Easy, Elfhunter by C.S. Marks


----------



## Angela Brown (Nov 16, 2012)

The Lord of the Rings trilogy is my fave when it comes to designated trilogies. They deserve the title "epic"


----------



## ddarol (Feb 5, 2009)

the girl with the dragon tatoo
the girl who kicked the hornets nest
the girl who played with fire

maybe not really a trilogy, but i read one and had to read the others.  they were awesome!!


----------



## Carrie Rubin (Nov 19, 2012)

ddarol said:


> the girl with the dragon tatoo
> the girl who kicked the hornets nest
> the girl who played with fire
> 
> maybe not really a trilogy, but i read one and had to read the others. they were awesome!!

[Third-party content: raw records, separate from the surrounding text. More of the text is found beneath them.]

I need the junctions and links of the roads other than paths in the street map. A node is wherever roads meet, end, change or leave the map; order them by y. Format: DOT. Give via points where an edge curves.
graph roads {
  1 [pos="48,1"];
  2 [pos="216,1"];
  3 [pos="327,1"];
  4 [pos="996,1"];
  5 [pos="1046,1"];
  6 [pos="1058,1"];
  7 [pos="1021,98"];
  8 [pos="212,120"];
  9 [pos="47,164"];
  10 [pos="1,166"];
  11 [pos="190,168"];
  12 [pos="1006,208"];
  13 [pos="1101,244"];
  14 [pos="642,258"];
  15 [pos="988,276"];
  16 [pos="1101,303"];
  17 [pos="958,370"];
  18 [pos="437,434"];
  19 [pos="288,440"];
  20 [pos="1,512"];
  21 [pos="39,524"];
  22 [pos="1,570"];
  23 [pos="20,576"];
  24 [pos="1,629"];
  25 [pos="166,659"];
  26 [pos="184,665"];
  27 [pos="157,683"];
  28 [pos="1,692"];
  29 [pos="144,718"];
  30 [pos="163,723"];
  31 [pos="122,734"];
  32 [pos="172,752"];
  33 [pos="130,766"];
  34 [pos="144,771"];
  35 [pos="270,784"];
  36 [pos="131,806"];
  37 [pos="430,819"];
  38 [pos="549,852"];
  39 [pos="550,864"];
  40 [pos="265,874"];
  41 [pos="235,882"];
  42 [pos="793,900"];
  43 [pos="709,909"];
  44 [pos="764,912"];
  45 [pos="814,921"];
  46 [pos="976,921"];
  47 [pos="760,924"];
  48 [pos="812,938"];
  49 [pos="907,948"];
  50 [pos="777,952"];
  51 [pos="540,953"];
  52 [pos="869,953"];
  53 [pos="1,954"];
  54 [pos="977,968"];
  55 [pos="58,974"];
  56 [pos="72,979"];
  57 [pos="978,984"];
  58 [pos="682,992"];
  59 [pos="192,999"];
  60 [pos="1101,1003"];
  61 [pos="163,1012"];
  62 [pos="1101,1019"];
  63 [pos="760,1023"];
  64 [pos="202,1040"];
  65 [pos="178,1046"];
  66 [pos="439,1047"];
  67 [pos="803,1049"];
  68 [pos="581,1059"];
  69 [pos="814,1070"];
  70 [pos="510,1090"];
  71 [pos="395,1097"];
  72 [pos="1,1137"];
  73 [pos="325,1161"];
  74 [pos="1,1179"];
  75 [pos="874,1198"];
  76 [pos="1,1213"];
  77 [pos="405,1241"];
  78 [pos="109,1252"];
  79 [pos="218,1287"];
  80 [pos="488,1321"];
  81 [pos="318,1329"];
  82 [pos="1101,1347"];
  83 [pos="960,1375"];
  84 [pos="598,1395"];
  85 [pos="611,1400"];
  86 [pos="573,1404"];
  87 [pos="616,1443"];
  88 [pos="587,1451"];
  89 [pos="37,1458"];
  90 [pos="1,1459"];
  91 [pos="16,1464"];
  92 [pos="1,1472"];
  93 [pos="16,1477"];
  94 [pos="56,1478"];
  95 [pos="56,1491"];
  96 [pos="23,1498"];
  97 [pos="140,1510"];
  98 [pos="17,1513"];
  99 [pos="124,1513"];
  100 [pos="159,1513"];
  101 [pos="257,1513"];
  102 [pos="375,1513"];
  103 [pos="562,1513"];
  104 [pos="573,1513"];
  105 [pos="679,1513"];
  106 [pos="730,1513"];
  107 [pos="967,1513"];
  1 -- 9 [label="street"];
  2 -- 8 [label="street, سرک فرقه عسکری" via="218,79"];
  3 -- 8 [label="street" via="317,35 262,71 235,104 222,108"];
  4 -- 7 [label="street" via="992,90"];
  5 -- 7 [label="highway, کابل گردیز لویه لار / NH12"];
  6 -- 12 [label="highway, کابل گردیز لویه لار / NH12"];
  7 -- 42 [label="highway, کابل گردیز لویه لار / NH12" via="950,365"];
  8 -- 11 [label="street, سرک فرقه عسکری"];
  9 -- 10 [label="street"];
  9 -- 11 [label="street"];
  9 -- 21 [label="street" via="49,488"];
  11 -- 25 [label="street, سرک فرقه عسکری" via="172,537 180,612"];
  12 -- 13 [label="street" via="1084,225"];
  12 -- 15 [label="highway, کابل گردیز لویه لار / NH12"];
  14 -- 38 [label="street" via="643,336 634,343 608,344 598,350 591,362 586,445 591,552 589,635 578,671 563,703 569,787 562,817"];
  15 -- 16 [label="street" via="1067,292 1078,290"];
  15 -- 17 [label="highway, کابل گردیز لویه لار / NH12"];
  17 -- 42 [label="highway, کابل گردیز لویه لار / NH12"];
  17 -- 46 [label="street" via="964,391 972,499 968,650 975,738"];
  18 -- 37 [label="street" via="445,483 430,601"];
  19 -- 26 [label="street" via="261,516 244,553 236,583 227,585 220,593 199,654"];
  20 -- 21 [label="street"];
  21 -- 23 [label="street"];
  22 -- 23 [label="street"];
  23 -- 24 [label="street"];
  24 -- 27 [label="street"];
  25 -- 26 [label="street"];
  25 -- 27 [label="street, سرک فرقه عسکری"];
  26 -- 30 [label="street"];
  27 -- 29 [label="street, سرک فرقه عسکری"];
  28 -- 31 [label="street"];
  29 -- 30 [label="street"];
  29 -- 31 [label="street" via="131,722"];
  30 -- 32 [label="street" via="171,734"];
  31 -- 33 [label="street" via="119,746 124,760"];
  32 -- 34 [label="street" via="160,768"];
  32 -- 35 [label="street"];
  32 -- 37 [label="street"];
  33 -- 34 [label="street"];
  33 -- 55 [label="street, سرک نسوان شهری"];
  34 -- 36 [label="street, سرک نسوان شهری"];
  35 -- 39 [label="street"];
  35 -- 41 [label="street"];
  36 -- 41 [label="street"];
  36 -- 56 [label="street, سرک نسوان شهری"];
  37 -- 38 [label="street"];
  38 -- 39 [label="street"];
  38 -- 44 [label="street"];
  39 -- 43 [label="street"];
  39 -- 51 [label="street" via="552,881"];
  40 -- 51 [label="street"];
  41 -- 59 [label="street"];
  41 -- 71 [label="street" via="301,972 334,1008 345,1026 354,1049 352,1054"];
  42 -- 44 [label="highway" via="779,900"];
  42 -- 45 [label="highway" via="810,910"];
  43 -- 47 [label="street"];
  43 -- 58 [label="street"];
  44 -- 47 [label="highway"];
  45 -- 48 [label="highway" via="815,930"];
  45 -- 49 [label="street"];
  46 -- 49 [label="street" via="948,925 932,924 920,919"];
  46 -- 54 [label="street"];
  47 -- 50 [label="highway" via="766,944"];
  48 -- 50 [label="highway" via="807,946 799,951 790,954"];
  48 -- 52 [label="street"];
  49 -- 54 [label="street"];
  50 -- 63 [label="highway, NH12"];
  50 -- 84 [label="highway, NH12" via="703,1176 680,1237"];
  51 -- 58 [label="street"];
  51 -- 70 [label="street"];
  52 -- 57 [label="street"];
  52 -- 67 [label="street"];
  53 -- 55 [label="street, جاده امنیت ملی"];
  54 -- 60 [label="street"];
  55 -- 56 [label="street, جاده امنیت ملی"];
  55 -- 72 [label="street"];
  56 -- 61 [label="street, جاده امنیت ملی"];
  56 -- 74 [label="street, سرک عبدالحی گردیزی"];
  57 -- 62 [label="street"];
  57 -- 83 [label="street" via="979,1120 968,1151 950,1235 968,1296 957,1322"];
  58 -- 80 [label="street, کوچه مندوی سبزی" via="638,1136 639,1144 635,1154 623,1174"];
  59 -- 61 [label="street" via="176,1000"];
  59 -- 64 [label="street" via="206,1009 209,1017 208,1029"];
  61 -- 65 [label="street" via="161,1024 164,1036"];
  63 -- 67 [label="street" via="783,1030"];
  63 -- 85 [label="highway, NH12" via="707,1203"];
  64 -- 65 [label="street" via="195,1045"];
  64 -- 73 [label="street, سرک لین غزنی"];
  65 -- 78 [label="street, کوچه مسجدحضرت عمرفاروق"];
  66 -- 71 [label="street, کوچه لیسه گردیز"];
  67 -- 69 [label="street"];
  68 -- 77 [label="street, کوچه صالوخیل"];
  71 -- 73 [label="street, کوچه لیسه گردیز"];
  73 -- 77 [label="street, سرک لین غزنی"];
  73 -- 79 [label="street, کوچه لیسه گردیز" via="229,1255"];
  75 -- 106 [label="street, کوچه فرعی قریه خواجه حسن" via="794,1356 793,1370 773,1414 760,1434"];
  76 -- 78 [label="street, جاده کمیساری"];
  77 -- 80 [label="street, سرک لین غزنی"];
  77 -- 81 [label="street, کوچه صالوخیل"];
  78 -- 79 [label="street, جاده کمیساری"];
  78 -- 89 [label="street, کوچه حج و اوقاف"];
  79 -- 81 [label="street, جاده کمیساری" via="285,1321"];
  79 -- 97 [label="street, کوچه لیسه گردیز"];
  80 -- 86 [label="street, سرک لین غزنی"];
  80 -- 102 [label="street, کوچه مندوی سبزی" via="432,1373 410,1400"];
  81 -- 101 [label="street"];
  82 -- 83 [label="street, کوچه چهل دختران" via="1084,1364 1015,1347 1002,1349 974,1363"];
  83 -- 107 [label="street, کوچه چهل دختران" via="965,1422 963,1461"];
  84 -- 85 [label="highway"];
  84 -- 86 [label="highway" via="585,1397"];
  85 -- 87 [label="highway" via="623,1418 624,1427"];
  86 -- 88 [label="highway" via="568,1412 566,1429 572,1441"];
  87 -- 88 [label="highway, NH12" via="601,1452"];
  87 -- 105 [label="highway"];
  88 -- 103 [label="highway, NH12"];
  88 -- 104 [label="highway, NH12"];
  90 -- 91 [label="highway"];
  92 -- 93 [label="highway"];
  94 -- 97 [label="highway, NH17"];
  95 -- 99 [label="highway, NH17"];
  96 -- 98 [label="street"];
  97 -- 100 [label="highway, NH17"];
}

If you like those books, you might enjoy Jo Nesbo's books. He's a Norwegian author, and his Nordic thrillers are really good. They center around a detective named Harry Hole. Dark and intense. I started with The Snowman and then The Leopard, but now his earlier ones are translated to English, so I'll go back and read those.


----------



## gljones (Nov 6, 2012)

MLKatz said:


> I did not know that about LOTR. But that is absolutely my all time favorite too. Over the last few decades, I have read it and re-read it and it never gets old (like I do).


I thought I was the only one that picks up the LOTR once every other year and re-reads it.


----------



## LadyX20 (Oct 29, 2012)

Carrie Rubin said:


> I started with The Snowman and then The Leopard, but now his earlier ones are translated to English, so I'll go back and read those.

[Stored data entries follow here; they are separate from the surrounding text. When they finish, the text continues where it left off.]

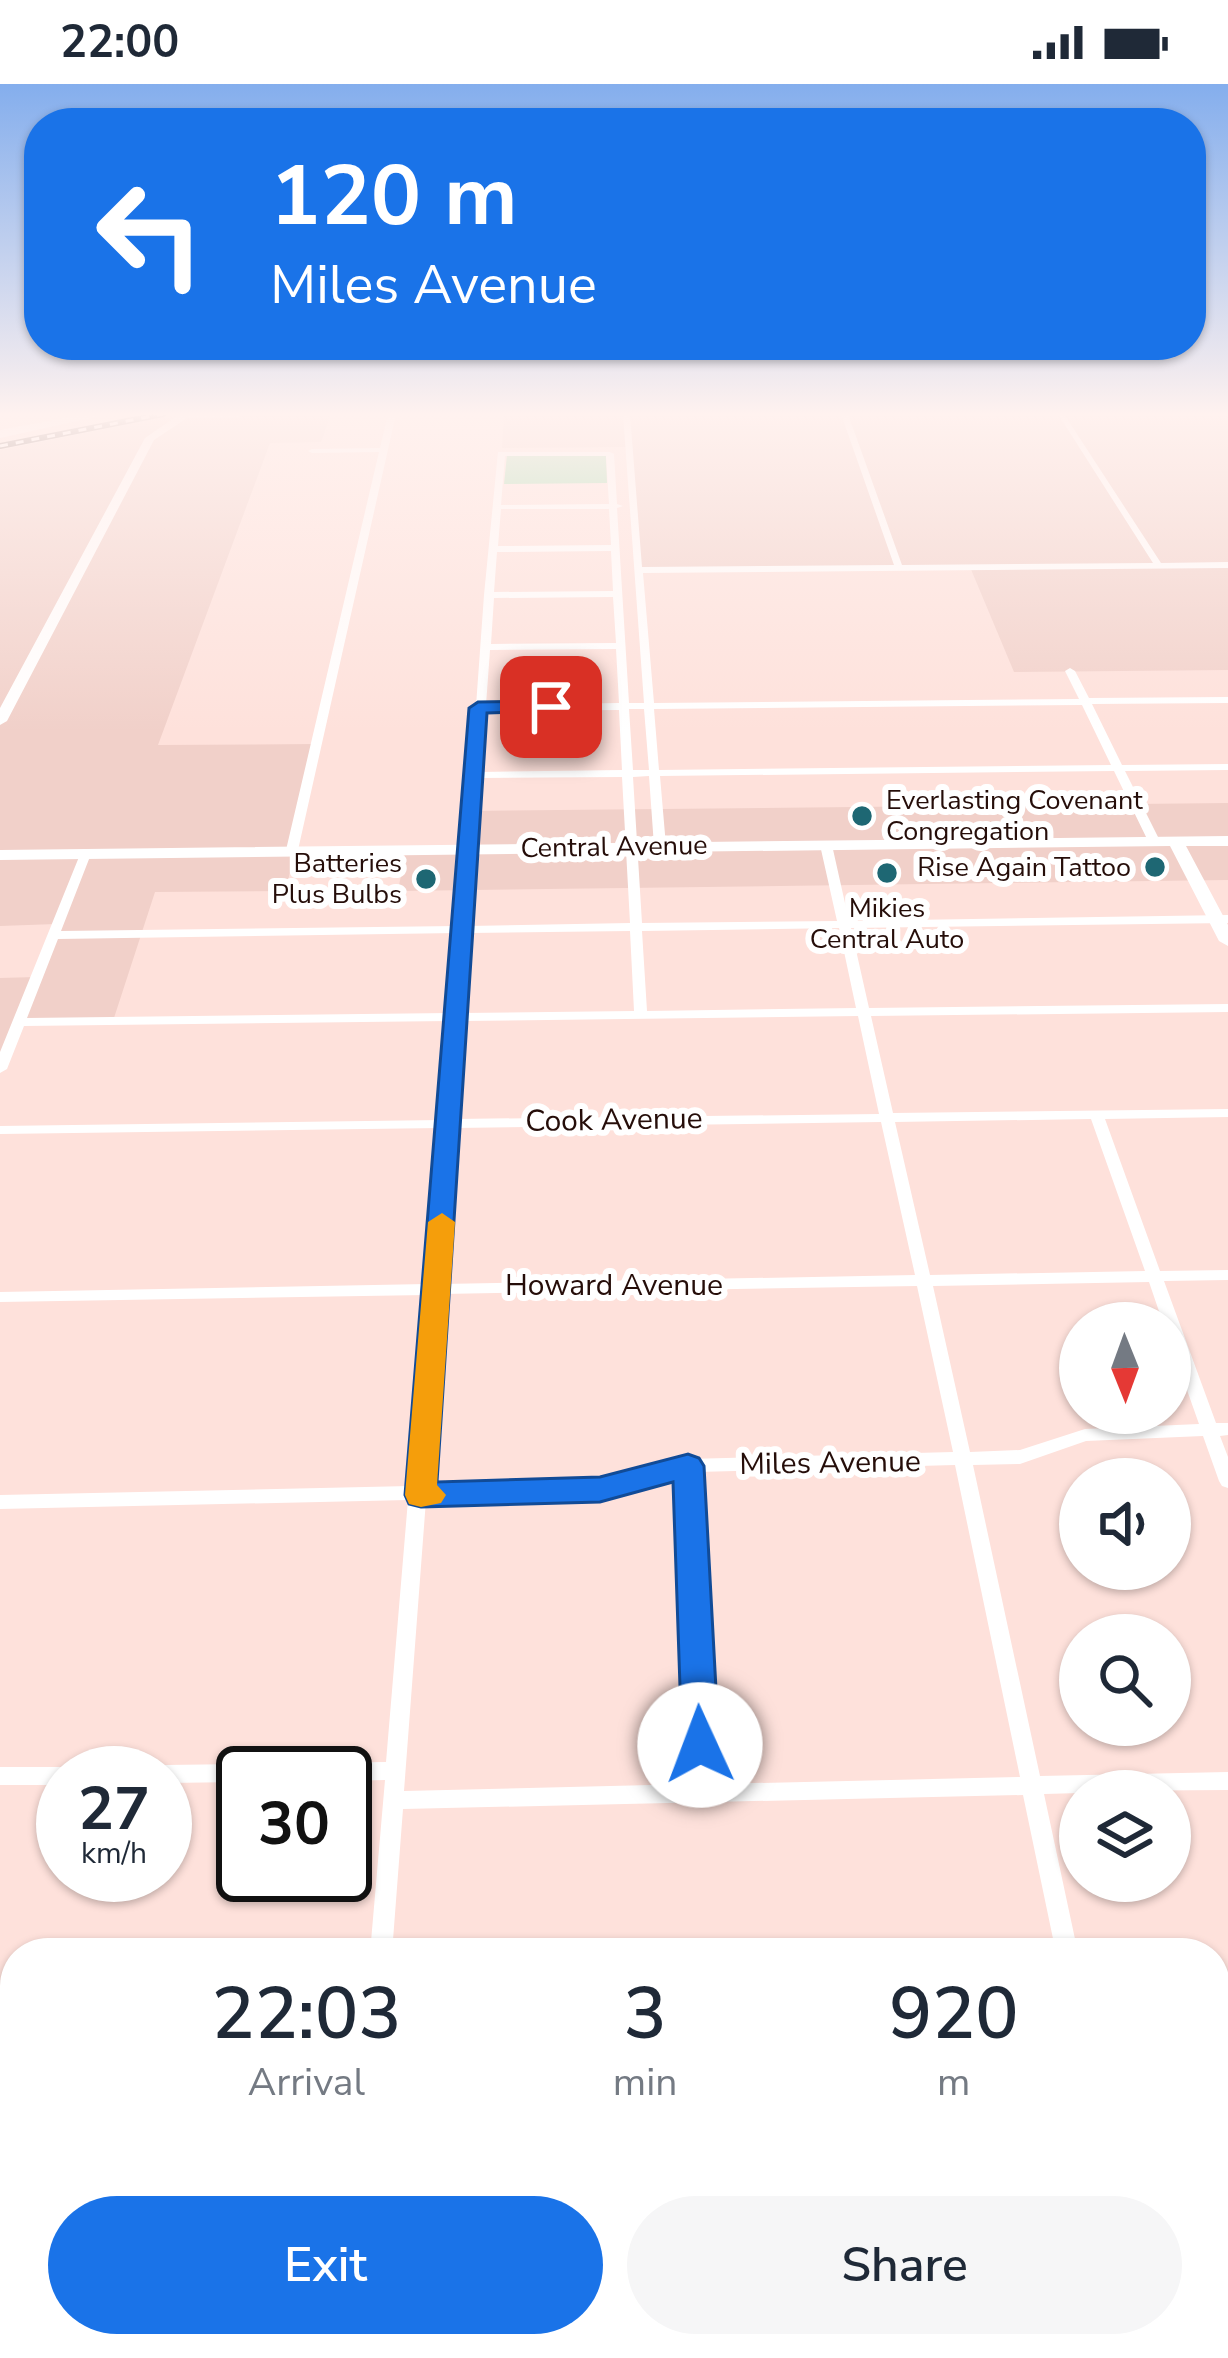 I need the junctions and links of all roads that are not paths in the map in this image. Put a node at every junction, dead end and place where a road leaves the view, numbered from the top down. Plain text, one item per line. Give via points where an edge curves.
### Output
1 (106, 520) edge
2 (368, 520) edge
3 (495, 520) edge
4 (614, 520) edge
5 (636, 520) edge
6 (882, 520) edge
7 (1129, 520) edge
8 (616, 548) junction
9 (493, 549) junction
10 (1228, 565) edge
11 (1159, 566) junction
12 (899, 568) junction
13 (639, 570) junction
14 (618, 594) junction
15 (488, 595) junction
16 (621, 646) junction
17 (484, 647) junction
18 (1070, 671) dead end
19 (1228, 700) edge
20 (1086, 701) junction
21 (624, 706) junction
22 (647, 706) junction
23 (478, 708) junction
24 (0, 721) edge
25 (1228, 767) edge
26 (1118, 768) junction
27 (628, 775) junction
28 (654, 775) junction
29 (472, 776) junction
30 (1154, 841) junction
31 (1175, 841) junction
32 (1228, 841) edge
33 (826, 844) junction
34 (632, 846) junction
35 (660, 846) junction
36 (466, 848) junction
37 (292, 850) junction
38 (85, 854) junction
39 (0, 855) edge
40 (1222, 919) edge
41 (843, 923) junction
42 (637, 926) junction
43 (461, 928) junction
44 (53, 935) junction
45 (1228, 940) edge
46 (1228, 1008) edge
47 (864, 1014) junction
48 (641, 1016) junction
49 (455, 1018) junction
50 (19, 1022) junction
51 (0, 1069) edge
52 (1228, 1113) edge
53 (1096, 1114) junction
54 (888, 1118) junction
55 (448, 1124) junction
56 (0, 1130) edge
57 (1228, 1275) edge
58 (1155, 1278) junction
59 (924, 1283) junction
60 (437, 1286) junction
61 (0, 1297) edge
62 (1219, 1429) edge
63 (962, 1460) junction
64 (688, 1466) junction
65 (1228, 1481) edge
66 (421, 1495) junction
67 (0, 1502) edge
68 (372, 1771) edge
69 (396, 1771) junction
70 (36, 1775) edge
71 (0, 1776) edge
72 (1228, 1781) edge
73 (1030, 1787) junction
74 (703, 1792) junction
75 (394, 1800) junction
76 (382, 1938) edge
77 (1064, 1938) edge

1 - 24 street
2 - 37 street
3 - 9 street
4 - 8 street
5 - 13 street
6 - 12 street
7 - 11 street
8 - 9 street
8 - 14 street
9 - 15 street
10 - 11 street
11 - 12 street
12 - 13 street
13 - 22 street
14 - 15 street
14 - 16 street
15 - 17 street
16 - 17 street
16 - 21 street
17 - 23 street
18 - 20 street
19 - 20 street
20 - 22 street
20 - 26 street
21 - 22 street
21 - 23 street
21 - 27 street
22 - 28 street
23 - 29 street
25 - 26 street
26 - 28 street
26 - 30 street
27 - 28 street
27 - 29 street
27 - 34 street
28 - 35 street
29 - 36 street
30 - 31 street, Central Avenue
30 - 33 street, Central Avenue
31 - 32 street, Central Avenue
31 - 40 street
33 - 35 street, Central Avenue
33 - 41 street
34 - 35 street, Central Avenue
34 - 36 street, Central Avenue
34 - 42 street
36 - 37 street, Central Avenue
36 - 43 street
37 - 38 street, Central Avenue
38 - 39 street, Central Avenue
38 - 44 street
40 - 41 street
40 - 45 street
41 - 42 street
41 - 47 street
42 - 43 street
42 - 48 street
43 - 44 street
43 - 49 street
44 - 50 street
46 - 47 street
47 - 48 street
47 - 54 street
48 - 49 street
49 - 50 street
49 - 55 street
50 - 51 street
52 - 53 street, Cook Avenue
53 - 54 street, Cook Avenue
53 - 58 street
54 - 55 street, Cook Avenue
54 - 59 street
55 - 56 street, Cook Avenue
55 - 60 street
57 - 58 street, Howard Avenue
58 - 59 street, Howard Avenue
58 - 62 street
59 - 60 street, Howard Avenue
59 - 63 street
60 - 61 street, Howard Avenue
60 - 66 street
62 - 63 street, Miles Avenue via 1085,1435 1020,1457
62 - 65 street
63 - 64 street, Miles Avenue
63 - 73 street
64 - 66 street, Miles Avenue via 600,1490
64 - 74 street
66 - 67 street, Miles Avenue
66 - 69 street
68 - 69 street
69 - 75 street
70 - 71 street
72 - 73 street
73 - 74 street
73 - 77 street
74 - 75 street
75 - 76 street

The Cockroaches, the second book in the series is not yet available in English.


----------



## TWErvin2 (Aug 7, 2010)

My favorite trilogy would be _*The Chronicles of Thomas Covenant the Unbeliever * _ by Stephen R. Donaldson: *Lord Foul's Bane*, *The Illearth War*, and *The Power that Preserves*.

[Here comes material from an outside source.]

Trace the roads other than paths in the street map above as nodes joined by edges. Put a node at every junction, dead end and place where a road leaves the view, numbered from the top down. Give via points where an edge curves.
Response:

Unique world, including the characters and creatures that inhabit it.


----------



## Carrie Rubin (Nov 19, 2012)

LadyX20 said:


> The Cockroaches, the second book in the series is not yet available in English.


Thank you. I wasn't aware of this. In fact, I just looked it up and saw that both "Batman" and "Cockroaches" haven't yet been translated into English, and are the first two of the series. This Amazon link gives the sequence of his English-translated books: http://www.amazon.com/Harry-Hole-Order-Nesbo-Numbers/lm/R24PJ1KFCYLNU4 I also didn't know Harry's last name was pronounced "Hooley" not "Hole." Oops...


----------



## jaimee83 (Sep 2, 2009)

Read LOTR after Led Zeppelin began using them in music probably in Viet Nam (me, not Led Zeppelin).  Re read them in the late 90's just before the 1st movie came out.  I always wished they could have used Led's Ramble On somewhere in one of the movies.  Will re read the Hobbit here soon before I go to see the 1st movie of that series.
My latest trilogy favorite is the Dragon Tattoo series, just loved them & the SWEEDISH movies.


----------



## Neil Ostroff (Mar 25, 2011)

Piers Anthony: The Xanth Series


----------



## Carrie Rubin (Nov 19, 2012)

jaimee83 said:


> My latest trilogy favorite is the Dragon Tattoo series, just loved them & the SWEEDISH movies.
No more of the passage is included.